TRY IT — Beneath this sentence is a set of records; write each of them out exactly.

Items from a data source:
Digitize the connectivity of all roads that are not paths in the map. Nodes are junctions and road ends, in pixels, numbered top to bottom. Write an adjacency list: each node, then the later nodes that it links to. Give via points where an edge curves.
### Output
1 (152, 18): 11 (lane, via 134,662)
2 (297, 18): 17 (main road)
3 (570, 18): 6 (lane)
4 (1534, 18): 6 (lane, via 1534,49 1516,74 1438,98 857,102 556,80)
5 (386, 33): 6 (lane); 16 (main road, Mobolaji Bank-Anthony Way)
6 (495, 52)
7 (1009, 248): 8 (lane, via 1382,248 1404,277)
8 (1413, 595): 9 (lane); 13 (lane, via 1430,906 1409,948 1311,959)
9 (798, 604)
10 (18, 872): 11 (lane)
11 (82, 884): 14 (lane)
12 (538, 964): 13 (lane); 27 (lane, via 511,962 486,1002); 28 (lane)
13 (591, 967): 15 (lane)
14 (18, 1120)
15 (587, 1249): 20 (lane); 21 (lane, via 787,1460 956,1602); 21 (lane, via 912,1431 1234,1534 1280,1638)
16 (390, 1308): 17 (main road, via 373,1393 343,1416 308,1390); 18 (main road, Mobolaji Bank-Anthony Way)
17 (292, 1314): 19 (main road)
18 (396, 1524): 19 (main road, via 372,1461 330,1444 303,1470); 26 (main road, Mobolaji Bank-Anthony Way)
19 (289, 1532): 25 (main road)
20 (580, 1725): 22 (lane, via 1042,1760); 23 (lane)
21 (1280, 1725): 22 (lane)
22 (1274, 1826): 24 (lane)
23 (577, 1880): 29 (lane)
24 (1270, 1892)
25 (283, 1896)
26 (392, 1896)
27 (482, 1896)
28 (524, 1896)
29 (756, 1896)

EXERCISE RESPONSE —
Digitize the connectivity of all roads that are not paths in the map. Nodes are junctions and road ends, in pixels, numbered top to bottom. Write an adjacency list: each node, then the later nodes that it links to. Give via points where an edge curves.
### Output
1 (152, 18): 11 (lane, via 134,662)
2 (297, 18): 17 (main road)
3 (570, 18): 6 (lane)
4 (1534, 18): 6 (lane, via 1534,49 1516,74 1438,98 857,102 556,80)
5 (386, 33): 6 (lane); 16 (main road, Mobolaji Bank-Anthony Way)
6 (495, 52)
7 (1009, 248): 8 (lane, via 1382,248 1404,277)
8 (1413, 595): 9 (lane); 13 (lane, via 1430,906 1409,948 1311,959)
9 (798, 604)
10 (18, 872): 11 (lane)
11 (82, 884): 14 (lane)
12 (538, 964): 13 (lane); 27 (lane, via 511,962 486,1002); 28 (lane)
13 (591, 967): 15 (lane)
14 (18, 1120)
15 (587, 1249): 20 (lane); 21 (lane, via 787,1460 956,1602); 21 (lane, via 912,1431 1234,1534 1280,1638)
16 (390, 1308): 17 (main road, via 373,1393 343,1416 308,1390); 18 (main road, Mobolaji Bank-Anthony Way)
17 (292, 1314): 19 (main road)
18 (396, 1524): 19 (main road, via 372,1461 330,1444 303,1470); 26 (main road, Mobolaji Bank-Anthony Way)
19 (289, 1532): 25 (main road)
20 (580, 1725): 22 (lane, via 1042,1760); 23 (lane)
21 (1280, 1725): 22 (lane)
22 (1274, 1826): 24 (lane)
23 (577, 1880): 29 (lane)
24 (1270, 1892)
25 (283, 1896)
26 (392, 1896)
27 (482, 1896)
28 (524, 1896)
29 (756, 1896)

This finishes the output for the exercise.